[Collected data entries]

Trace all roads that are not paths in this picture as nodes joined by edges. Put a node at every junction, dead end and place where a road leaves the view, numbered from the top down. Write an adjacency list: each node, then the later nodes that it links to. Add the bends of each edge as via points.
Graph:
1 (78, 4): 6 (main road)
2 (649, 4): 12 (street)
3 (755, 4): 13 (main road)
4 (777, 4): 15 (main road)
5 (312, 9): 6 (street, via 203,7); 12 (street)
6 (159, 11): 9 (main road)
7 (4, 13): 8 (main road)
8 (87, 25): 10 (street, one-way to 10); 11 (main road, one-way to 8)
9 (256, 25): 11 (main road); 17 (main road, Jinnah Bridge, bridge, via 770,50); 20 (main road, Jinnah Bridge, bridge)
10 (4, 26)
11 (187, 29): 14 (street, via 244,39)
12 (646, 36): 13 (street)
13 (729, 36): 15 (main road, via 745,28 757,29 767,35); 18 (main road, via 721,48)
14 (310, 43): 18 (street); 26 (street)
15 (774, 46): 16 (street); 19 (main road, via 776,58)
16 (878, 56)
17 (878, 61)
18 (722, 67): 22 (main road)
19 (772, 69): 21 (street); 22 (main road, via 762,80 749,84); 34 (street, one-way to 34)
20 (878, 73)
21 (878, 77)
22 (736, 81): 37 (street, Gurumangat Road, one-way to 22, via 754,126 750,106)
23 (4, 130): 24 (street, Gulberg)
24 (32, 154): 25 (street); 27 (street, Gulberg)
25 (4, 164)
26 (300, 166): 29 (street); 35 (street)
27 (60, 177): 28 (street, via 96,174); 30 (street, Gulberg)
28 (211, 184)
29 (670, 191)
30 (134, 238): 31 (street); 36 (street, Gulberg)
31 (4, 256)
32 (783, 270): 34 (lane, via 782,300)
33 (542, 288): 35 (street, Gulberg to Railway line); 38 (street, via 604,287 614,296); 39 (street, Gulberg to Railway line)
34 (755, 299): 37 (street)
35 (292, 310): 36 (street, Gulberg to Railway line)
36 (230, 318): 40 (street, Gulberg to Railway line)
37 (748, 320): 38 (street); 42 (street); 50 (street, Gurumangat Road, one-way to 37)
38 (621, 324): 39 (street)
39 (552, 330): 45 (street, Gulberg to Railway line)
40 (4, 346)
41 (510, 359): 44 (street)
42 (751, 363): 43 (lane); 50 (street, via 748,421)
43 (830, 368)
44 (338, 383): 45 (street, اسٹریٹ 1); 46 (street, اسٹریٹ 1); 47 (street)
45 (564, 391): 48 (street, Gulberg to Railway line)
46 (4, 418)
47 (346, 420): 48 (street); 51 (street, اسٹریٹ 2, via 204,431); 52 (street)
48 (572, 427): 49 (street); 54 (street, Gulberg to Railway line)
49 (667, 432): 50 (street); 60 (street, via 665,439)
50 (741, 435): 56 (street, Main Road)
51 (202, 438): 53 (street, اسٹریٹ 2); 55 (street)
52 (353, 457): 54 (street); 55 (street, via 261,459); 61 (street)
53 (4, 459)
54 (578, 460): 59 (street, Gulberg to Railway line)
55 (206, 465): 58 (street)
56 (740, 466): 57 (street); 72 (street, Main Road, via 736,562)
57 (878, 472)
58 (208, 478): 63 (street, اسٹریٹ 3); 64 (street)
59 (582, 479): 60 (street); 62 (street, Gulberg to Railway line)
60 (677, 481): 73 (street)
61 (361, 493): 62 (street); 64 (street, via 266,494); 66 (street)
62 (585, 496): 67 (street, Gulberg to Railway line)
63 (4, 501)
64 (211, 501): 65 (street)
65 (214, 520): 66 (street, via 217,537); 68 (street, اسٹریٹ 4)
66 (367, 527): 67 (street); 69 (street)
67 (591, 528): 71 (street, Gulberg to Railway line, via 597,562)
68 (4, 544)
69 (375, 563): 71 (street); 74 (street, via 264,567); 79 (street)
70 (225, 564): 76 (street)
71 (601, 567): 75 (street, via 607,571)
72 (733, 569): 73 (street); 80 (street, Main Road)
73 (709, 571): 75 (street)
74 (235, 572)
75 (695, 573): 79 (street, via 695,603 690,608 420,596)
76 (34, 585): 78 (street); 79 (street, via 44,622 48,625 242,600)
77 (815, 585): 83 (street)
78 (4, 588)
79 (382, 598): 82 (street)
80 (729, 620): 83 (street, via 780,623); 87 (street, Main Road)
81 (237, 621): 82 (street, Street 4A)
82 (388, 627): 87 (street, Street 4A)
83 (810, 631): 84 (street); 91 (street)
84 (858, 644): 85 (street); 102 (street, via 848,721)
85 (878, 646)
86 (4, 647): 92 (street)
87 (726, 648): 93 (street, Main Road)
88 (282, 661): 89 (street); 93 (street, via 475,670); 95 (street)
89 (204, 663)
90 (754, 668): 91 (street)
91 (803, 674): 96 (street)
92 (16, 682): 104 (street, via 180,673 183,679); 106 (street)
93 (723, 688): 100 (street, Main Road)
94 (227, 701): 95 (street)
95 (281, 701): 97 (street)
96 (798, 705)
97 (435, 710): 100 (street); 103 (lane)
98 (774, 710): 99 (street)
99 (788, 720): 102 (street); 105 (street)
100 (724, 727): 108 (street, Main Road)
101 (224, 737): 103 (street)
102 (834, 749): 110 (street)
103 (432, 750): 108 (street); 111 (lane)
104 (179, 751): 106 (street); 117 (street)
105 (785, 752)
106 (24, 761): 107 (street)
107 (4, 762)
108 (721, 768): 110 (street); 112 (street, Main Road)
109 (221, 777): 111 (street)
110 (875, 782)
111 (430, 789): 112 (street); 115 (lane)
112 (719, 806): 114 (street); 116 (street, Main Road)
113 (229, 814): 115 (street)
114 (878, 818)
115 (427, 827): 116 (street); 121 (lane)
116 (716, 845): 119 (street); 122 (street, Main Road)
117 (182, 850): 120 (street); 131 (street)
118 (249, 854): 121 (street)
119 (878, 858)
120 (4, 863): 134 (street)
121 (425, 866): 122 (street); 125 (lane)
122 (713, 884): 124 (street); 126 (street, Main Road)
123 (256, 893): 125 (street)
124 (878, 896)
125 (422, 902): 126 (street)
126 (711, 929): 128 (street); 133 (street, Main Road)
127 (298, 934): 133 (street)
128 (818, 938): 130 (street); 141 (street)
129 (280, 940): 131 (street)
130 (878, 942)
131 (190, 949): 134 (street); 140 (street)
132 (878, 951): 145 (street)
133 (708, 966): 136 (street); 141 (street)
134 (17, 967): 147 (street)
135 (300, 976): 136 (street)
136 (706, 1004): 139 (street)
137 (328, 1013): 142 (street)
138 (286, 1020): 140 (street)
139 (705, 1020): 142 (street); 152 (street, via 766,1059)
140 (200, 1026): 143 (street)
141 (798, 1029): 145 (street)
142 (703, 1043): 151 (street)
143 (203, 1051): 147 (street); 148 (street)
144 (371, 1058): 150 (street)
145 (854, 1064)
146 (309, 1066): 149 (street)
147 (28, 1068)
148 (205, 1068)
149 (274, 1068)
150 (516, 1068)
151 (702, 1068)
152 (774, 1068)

---

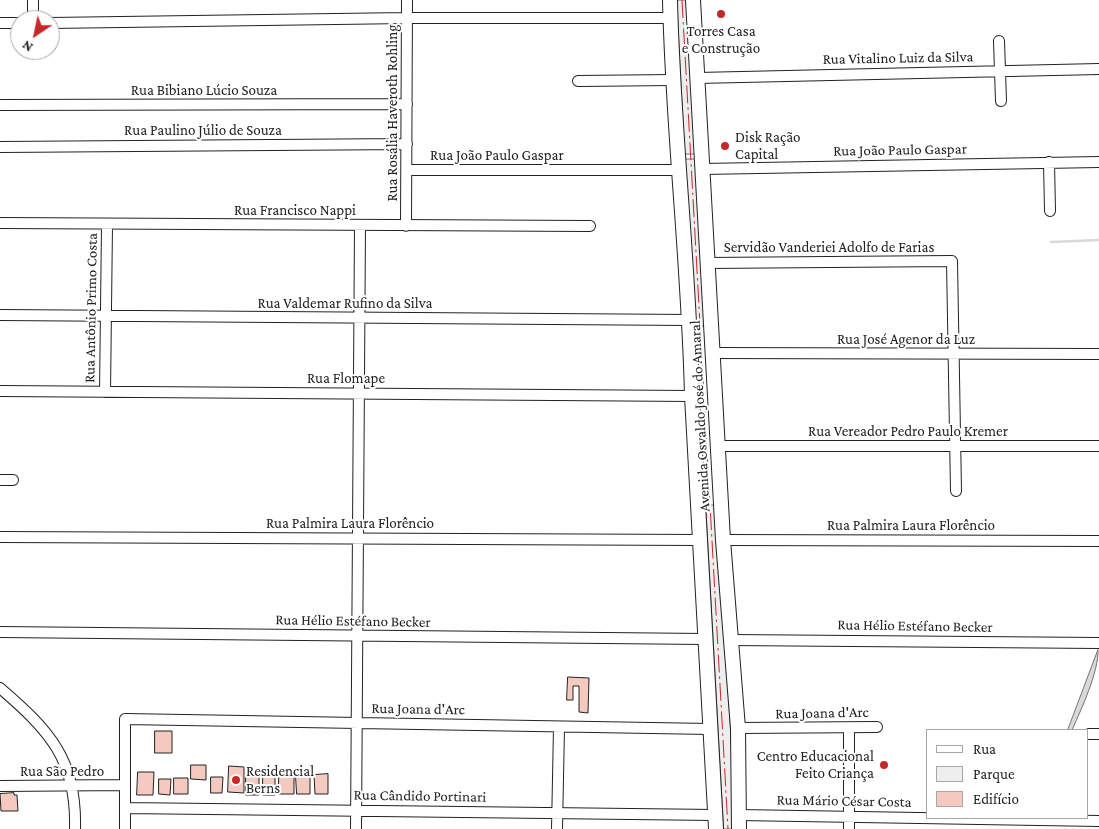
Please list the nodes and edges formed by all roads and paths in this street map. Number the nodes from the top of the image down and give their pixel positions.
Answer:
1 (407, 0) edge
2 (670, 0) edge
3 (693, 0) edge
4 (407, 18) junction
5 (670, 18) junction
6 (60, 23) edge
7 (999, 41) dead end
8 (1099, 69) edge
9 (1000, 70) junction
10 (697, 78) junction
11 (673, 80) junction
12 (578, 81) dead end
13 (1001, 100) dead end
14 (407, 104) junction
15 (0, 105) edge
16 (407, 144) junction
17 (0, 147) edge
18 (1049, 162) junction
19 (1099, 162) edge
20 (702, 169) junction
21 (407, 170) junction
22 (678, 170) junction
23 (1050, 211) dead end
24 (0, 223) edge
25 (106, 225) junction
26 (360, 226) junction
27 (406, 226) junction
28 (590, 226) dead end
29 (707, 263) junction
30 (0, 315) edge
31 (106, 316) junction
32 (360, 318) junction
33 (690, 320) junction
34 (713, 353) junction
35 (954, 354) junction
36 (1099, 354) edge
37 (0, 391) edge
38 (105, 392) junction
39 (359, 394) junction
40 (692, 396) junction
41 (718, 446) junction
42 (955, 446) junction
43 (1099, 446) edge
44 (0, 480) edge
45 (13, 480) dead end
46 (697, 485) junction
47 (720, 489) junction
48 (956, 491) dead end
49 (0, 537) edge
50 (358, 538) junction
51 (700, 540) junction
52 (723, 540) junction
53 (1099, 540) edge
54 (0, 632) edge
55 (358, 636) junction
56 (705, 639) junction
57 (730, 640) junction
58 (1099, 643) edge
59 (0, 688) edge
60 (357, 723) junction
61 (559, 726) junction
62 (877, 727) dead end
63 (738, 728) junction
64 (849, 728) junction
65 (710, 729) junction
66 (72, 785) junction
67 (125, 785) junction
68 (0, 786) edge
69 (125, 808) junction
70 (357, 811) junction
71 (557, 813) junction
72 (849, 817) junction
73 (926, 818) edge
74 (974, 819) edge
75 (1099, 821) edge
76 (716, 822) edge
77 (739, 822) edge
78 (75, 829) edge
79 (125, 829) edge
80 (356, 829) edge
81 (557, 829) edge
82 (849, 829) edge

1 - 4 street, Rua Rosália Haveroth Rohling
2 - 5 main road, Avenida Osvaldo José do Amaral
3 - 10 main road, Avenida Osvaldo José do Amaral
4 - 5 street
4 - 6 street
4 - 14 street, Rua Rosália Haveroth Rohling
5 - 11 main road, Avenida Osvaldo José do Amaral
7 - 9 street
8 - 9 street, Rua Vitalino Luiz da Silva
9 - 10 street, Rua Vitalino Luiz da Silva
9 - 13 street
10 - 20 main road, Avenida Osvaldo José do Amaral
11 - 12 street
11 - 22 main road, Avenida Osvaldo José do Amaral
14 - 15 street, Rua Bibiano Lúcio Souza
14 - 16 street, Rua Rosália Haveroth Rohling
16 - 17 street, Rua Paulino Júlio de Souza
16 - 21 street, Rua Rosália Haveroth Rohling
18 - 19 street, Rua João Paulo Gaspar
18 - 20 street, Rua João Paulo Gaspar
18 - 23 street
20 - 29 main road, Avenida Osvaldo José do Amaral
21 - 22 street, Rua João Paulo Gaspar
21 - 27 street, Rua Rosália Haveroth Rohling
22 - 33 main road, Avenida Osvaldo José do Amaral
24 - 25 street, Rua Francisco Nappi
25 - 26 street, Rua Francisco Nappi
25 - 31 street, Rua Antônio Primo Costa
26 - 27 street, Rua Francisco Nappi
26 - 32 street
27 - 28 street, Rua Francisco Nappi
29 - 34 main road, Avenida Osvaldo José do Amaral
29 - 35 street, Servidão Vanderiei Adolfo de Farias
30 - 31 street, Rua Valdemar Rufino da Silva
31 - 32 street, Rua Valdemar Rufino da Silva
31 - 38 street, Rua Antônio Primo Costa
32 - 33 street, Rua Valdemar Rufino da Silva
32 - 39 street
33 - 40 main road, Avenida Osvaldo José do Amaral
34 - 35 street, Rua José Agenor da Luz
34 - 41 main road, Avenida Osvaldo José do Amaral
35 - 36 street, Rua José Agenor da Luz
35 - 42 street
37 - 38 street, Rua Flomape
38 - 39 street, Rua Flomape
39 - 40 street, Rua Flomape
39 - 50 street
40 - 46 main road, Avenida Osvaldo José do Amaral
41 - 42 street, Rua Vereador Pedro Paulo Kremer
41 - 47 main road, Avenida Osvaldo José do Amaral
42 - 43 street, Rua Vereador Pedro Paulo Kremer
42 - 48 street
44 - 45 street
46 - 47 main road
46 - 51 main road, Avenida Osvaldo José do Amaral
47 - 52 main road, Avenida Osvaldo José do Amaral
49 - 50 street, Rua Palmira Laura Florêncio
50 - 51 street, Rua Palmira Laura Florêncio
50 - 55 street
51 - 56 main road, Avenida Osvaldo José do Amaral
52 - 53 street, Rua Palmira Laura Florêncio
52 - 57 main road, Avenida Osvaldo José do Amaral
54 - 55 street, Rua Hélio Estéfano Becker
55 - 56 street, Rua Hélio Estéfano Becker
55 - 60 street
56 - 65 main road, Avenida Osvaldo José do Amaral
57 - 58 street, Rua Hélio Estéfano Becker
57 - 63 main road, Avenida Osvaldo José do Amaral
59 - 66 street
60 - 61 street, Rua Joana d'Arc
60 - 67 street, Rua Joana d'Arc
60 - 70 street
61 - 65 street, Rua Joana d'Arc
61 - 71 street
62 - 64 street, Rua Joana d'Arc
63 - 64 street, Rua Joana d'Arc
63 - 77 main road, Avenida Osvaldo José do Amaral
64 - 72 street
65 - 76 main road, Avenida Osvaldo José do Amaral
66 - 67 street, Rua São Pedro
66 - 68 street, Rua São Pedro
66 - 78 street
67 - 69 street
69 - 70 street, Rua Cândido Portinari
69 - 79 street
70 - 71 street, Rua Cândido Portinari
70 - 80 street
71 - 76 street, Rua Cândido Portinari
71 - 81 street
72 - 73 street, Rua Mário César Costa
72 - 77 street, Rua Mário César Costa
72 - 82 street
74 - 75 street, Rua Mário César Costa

• [What is needed]
Each line above that has the word "Francisco" must be copied.

• [Solution]
24 - 25 street, Rua Francisco Nappi
25 - 26 street, Rua Francisco Nappi
26 - 27 street, Rua Francisco Nappi
27 - 28 street, Rua Francisco Nappi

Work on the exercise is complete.